Nun war ich unter Zugzwang. Deshalb sagte ich:

„Dann lassen Sie uns ein Stück von der Bahnsteigkante zurücktreten.“ Wir gingen rückwärts, bis wir an der Wand des Gebäudes standen. Sie nahm die Tasche und stülpte deren Rand um. Zum Vorschein kam ein Gefäß aus Edelstahl, an dem noch ein paar Erdkrumen hingen. Nun war ich gefragt. Ich fingerte meinen alten Rosenkranz aus der Tasche, weil ich ja keine Stola hatte und legte ihn über das Gefäß. Leise flüsterte ich die Segensworte und den Hymnus der Engel, die den Toten an seinen Ruheort begleiten sollten.
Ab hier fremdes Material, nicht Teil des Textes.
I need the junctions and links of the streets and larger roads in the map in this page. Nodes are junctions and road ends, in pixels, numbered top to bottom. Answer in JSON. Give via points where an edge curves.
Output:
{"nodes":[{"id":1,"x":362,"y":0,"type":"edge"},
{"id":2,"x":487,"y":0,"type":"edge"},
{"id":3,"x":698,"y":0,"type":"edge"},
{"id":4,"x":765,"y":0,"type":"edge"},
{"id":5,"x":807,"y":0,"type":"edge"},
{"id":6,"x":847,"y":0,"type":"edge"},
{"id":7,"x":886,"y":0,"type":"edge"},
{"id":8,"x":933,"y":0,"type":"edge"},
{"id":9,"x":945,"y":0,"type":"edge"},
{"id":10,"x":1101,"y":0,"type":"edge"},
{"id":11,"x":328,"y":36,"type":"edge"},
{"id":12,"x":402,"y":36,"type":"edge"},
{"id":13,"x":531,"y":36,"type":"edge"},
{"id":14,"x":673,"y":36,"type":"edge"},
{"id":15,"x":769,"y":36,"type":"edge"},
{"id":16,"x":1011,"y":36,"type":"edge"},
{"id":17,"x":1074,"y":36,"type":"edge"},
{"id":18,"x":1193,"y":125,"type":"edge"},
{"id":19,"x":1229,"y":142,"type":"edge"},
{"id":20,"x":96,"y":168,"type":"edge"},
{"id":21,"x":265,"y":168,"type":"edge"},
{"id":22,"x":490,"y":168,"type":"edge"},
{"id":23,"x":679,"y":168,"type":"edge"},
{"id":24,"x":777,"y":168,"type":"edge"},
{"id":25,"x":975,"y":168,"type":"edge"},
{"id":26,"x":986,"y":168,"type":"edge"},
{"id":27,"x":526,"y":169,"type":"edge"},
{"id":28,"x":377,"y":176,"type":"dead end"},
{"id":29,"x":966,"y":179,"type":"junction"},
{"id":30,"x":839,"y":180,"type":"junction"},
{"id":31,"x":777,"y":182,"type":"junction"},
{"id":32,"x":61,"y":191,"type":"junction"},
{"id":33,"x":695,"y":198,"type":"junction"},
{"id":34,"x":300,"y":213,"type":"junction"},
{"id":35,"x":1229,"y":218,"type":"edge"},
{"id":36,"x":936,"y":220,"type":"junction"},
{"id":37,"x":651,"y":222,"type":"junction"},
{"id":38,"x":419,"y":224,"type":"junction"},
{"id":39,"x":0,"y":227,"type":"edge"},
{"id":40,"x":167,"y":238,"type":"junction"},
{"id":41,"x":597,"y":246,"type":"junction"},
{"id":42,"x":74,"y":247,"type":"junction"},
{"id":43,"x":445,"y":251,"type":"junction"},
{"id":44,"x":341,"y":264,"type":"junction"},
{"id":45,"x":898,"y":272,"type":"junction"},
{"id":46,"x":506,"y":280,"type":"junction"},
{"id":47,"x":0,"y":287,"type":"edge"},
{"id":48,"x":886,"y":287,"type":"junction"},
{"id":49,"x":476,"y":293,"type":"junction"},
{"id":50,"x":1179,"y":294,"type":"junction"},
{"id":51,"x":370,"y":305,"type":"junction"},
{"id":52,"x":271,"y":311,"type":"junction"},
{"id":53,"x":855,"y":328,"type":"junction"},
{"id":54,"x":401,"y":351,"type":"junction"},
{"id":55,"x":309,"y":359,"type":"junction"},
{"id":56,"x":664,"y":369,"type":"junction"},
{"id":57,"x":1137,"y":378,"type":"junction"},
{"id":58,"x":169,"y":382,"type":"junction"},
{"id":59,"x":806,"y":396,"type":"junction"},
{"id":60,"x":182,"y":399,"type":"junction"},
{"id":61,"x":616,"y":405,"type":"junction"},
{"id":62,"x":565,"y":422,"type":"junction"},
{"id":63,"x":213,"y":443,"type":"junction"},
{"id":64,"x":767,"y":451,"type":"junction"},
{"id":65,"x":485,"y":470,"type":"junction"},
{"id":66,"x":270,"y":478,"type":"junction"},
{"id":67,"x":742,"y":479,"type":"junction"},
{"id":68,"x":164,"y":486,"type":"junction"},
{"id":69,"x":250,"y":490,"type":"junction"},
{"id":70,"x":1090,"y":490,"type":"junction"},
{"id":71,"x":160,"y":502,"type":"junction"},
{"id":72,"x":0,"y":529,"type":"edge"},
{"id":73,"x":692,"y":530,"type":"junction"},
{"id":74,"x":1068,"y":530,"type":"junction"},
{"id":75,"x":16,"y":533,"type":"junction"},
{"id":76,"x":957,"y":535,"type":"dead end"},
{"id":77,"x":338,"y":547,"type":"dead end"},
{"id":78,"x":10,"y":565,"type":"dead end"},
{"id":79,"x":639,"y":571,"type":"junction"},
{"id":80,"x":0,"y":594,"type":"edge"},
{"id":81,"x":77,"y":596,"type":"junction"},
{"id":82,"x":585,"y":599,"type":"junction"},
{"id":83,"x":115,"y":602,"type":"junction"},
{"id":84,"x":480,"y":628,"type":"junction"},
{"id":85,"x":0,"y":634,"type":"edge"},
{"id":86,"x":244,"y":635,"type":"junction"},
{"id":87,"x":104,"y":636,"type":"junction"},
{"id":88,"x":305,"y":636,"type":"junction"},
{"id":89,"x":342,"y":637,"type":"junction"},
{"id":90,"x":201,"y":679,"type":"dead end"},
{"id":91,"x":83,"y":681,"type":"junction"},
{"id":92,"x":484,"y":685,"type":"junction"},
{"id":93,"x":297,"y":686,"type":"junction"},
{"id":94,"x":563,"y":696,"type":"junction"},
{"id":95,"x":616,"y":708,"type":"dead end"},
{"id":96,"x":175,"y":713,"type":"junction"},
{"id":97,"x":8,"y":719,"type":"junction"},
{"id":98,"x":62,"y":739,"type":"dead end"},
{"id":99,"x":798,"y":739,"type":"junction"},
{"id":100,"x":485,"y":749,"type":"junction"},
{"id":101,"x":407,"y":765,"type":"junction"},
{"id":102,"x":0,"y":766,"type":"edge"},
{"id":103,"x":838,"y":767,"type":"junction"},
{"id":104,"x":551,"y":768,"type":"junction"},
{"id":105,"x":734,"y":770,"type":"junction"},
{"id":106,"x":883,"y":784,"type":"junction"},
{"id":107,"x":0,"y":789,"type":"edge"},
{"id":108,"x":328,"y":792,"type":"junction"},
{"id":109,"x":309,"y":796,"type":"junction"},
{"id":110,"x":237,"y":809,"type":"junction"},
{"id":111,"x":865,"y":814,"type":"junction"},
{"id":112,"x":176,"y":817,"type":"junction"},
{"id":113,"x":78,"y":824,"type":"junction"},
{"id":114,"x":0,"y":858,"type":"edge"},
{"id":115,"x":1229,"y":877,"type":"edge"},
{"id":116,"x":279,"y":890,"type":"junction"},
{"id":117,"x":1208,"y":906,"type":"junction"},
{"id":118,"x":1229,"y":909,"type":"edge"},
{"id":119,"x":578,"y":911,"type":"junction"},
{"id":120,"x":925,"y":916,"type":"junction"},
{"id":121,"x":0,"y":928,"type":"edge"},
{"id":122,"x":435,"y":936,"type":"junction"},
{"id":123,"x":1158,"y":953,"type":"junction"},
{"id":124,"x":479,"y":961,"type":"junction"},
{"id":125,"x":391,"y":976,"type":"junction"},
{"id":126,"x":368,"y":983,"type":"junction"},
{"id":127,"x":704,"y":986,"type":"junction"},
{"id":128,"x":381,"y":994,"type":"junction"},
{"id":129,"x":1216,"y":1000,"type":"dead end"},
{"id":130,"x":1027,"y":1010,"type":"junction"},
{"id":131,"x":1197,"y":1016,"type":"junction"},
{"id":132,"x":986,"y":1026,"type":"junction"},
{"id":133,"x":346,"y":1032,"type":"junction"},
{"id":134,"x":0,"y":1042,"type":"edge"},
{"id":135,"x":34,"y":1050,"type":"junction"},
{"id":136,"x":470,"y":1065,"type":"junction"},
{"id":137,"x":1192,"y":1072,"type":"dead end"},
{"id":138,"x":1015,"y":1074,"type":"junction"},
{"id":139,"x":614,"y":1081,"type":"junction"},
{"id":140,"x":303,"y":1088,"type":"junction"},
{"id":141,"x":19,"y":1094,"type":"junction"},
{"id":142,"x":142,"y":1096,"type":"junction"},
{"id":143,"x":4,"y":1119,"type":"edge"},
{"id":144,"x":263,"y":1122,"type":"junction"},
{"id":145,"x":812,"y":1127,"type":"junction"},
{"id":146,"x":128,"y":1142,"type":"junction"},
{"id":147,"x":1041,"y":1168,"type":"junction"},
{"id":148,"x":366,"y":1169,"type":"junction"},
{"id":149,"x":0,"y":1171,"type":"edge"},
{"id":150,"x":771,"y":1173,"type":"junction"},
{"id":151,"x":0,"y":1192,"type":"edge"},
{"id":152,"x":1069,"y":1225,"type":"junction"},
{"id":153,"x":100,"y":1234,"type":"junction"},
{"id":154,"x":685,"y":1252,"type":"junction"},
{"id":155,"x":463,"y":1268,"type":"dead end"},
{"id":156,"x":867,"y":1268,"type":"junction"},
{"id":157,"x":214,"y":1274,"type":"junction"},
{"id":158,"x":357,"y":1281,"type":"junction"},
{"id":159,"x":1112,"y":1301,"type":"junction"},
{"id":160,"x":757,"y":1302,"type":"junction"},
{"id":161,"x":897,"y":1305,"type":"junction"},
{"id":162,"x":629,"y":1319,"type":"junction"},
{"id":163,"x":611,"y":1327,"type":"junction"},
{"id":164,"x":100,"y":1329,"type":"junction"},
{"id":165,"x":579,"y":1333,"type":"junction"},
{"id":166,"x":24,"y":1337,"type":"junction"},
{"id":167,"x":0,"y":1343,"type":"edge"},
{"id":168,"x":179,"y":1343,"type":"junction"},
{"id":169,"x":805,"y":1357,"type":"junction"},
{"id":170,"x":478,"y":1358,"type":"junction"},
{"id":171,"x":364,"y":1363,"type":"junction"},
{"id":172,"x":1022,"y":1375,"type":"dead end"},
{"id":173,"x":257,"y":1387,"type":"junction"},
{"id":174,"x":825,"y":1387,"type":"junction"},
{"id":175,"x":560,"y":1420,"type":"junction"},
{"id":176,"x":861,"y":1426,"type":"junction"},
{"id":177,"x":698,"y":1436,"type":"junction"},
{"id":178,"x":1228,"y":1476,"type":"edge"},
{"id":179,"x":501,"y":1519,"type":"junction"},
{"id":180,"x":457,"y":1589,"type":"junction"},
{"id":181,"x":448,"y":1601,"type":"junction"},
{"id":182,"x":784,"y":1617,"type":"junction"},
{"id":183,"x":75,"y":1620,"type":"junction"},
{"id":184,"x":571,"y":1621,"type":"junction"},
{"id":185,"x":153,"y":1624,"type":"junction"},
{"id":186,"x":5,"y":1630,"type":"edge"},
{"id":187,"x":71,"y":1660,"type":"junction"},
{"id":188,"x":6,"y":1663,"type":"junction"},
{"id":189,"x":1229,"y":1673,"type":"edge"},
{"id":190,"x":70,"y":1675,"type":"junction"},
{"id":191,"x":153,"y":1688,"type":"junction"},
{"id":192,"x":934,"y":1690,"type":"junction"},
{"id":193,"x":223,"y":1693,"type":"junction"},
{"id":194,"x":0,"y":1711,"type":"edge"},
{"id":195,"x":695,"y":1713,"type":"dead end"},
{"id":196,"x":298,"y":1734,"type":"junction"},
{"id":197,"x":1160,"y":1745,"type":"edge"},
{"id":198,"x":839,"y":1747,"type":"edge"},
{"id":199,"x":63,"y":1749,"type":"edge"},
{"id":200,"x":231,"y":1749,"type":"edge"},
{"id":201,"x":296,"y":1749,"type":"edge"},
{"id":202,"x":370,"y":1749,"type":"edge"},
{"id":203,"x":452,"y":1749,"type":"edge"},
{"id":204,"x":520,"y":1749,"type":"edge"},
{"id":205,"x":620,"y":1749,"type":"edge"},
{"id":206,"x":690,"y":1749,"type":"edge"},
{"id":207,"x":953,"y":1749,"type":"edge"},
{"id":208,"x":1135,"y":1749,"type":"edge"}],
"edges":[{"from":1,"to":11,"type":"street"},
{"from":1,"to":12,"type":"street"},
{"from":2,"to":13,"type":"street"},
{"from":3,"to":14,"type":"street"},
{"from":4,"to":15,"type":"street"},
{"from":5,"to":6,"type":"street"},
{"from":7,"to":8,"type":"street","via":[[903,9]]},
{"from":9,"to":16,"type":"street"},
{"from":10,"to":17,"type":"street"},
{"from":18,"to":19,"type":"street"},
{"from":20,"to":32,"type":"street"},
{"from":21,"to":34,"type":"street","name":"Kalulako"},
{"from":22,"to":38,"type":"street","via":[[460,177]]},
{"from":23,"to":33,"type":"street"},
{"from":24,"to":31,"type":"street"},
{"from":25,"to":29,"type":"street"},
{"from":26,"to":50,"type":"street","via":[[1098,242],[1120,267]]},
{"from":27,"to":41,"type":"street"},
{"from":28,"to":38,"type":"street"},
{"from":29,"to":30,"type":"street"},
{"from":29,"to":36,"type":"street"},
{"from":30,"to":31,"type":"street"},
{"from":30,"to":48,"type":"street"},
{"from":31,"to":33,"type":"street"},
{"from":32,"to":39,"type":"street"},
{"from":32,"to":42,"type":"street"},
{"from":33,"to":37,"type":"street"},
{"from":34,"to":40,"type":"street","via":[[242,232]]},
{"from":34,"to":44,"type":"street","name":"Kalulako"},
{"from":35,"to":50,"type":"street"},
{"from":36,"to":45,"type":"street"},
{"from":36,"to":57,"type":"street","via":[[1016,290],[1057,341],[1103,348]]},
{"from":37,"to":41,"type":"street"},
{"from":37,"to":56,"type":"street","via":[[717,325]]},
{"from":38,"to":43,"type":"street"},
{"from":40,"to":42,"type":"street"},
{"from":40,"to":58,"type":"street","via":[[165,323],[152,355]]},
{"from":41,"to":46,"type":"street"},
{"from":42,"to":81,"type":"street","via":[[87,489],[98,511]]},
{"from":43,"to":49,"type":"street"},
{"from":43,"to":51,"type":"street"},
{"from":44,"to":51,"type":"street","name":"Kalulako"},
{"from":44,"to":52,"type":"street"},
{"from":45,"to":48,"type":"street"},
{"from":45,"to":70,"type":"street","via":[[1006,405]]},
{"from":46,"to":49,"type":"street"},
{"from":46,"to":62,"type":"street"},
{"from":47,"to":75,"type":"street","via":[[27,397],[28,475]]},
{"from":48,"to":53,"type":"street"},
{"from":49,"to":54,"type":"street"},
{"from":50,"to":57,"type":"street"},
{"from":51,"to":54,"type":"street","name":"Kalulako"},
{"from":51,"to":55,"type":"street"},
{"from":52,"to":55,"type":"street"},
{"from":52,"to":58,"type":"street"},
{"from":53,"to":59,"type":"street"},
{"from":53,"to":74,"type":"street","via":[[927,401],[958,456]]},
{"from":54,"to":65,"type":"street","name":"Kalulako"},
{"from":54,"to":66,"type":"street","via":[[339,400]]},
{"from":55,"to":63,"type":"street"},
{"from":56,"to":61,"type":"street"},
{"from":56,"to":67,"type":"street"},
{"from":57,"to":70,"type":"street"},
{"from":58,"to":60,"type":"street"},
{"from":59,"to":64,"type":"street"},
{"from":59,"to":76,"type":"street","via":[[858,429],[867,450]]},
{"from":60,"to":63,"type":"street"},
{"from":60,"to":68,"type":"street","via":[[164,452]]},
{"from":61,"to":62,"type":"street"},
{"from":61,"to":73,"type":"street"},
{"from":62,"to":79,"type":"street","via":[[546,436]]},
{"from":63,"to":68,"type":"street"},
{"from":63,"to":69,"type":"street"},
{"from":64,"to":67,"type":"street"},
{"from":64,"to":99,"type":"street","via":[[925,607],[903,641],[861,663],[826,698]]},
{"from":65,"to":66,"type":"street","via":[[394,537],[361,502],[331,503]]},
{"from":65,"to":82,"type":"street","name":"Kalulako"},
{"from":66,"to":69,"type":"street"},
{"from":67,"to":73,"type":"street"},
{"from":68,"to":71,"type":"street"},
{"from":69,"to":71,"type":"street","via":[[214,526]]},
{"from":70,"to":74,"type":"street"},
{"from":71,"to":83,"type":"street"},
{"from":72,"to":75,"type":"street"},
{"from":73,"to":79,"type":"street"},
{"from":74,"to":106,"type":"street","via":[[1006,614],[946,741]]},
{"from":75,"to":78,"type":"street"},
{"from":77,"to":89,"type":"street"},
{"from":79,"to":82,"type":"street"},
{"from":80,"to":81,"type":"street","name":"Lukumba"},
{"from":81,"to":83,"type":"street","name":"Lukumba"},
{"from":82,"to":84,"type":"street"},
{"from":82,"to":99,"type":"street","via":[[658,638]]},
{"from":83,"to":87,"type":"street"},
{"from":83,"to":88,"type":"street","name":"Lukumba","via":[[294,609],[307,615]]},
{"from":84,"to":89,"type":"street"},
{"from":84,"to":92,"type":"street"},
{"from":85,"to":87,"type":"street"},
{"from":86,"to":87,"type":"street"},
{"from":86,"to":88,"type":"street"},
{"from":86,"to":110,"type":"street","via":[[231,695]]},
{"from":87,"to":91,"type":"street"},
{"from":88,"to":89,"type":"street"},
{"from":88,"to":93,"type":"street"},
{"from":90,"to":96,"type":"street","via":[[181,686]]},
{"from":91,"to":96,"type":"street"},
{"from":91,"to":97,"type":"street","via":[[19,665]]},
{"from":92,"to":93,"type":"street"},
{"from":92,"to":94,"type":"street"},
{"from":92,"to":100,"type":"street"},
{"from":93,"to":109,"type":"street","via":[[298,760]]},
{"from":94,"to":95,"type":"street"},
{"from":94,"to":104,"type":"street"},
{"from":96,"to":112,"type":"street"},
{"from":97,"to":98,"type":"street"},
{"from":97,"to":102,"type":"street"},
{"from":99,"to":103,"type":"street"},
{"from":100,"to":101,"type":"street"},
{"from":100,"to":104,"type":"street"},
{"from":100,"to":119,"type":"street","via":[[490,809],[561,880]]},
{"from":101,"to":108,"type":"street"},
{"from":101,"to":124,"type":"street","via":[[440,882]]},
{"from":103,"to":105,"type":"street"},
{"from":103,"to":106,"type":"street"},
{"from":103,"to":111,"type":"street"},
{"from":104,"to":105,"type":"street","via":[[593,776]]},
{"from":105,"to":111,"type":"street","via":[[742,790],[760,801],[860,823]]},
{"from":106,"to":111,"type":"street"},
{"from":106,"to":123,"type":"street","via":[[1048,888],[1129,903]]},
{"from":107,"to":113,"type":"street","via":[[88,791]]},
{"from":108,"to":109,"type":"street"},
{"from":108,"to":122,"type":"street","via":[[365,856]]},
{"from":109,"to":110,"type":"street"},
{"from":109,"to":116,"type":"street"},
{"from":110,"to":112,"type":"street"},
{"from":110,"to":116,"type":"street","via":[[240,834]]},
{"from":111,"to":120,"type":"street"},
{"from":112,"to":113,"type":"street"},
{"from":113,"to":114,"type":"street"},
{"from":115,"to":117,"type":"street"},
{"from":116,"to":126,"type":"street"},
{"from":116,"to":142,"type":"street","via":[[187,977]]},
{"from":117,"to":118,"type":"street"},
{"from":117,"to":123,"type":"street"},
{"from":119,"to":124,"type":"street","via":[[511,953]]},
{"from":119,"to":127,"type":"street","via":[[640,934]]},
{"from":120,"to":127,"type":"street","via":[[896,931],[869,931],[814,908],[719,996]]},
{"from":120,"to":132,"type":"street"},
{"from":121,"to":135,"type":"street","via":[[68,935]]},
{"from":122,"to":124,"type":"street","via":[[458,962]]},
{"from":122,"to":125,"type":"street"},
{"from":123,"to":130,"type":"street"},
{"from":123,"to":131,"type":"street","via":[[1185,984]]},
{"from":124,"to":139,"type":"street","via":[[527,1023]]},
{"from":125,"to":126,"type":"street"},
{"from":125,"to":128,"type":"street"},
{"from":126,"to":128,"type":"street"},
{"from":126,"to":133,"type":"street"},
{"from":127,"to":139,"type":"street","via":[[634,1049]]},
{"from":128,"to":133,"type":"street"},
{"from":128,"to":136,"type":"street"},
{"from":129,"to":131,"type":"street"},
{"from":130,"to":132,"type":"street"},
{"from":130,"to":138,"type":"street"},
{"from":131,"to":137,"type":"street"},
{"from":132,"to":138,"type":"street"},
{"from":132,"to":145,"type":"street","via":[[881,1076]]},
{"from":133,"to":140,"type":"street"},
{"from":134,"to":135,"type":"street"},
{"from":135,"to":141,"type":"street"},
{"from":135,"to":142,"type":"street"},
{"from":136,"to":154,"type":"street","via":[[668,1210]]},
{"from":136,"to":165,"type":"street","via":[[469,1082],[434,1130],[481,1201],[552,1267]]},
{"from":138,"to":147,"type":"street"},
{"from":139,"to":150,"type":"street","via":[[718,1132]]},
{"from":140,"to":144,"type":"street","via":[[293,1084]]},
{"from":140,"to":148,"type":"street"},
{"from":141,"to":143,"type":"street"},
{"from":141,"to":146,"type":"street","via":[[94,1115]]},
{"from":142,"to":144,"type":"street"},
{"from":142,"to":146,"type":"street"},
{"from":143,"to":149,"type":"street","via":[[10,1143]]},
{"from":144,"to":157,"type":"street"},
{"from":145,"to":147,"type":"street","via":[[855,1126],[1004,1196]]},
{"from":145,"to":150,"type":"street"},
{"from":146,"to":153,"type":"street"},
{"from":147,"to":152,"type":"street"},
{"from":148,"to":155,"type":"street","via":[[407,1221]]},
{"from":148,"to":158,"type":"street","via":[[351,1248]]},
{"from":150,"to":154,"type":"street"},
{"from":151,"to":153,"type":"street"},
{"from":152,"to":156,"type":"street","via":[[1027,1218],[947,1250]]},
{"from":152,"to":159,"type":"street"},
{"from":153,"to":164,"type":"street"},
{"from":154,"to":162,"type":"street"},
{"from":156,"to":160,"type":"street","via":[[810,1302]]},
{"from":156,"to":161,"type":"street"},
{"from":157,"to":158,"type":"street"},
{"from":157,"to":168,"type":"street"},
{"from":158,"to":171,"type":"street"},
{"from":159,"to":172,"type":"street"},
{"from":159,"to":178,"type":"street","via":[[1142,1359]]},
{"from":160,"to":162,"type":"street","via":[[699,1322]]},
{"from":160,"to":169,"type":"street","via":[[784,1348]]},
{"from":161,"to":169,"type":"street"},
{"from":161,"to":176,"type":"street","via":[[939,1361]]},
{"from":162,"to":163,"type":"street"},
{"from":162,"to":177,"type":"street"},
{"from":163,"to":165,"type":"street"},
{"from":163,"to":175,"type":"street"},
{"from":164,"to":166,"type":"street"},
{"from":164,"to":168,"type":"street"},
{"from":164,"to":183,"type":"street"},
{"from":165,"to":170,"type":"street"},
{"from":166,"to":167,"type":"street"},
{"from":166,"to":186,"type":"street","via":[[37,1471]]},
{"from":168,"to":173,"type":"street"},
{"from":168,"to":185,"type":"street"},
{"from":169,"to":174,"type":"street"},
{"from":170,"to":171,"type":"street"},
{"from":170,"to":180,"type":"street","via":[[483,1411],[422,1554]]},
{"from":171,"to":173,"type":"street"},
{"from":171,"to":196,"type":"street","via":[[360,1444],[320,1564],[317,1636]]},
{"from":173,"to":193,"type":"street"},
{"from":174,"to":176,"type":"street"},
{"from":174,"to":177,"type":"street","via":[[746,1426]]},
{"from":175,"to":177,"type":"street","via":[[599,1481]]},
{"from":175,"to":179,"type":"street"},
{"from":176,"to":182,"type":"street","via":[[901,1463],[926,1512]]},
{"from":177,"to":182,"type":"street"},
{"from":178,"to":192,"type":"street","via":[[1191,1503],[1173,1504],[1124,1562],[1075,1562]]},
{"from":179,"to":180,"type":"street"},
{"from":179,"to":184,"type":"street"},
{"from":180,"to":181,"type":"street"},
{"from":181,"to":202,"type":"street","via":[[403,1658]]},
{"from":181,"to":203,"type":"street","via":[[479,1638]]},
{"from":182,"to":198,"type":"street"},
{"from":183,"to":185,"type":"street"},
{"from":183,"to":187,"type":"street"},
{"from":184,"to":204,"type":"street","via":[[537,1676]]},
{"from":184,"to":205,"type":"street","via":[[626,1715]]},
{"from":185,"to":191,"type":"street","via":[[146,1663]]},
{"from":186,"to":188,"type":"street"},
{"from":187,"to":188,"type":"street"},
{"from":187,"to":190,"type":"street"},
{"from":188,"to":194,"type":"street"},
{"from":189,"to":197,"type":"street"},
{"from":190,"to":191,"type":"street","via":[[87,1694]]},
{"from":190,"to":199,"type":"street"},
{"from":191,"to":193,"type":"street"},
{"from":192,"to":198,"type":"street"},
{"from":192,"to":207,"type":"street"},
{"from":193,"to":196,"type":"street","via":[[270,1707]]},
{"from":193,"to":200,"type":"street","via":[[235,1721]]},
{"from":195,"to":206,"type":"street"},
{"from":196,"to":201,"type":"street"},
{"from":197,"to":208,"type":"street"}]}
Die alte Frau schluchzte unterdrückt. Als ich fertig war, nahm sie wieder beide Henkel der Tasche an sich und wischte sich die Tränen fort.

„Danke! Das wird ausreichen, damit er gut hinüberkommt.“ Wohin er kommen sollte, erklärte sie mir nicht, aber da ertönte das Signal, mit dem sich mein Zug ankündigte.

„Bitte!“, erwiderte ich. Dann sah ich sie fragend an und sie nickte, ohne dass ich meine Frage hatte laut werden lassen. Ich legte ihr die Hand auf die Stirn und zeichnete ein Kreuz darauf, damit auch sie gesegnet war.

 

„Ich wünsche Ihnen eine gute Reise, egal wohin Sie fahren.“ Dann fuhr mein Zug mit quietschenden Bremsen ein und ich musste los. Ich sah sie noch durchs Fenster am Bahnsteig stehen, als wir den Bahnhof verließen. Sie hob zögerlich eine Hand und winkte mir. In ihren Augen hingen ein paar Tränen, aber ihre Mundwinkel verzogen sich zu einem vorsichtigen Lächeln. Dann sah ich sie nicht mehr.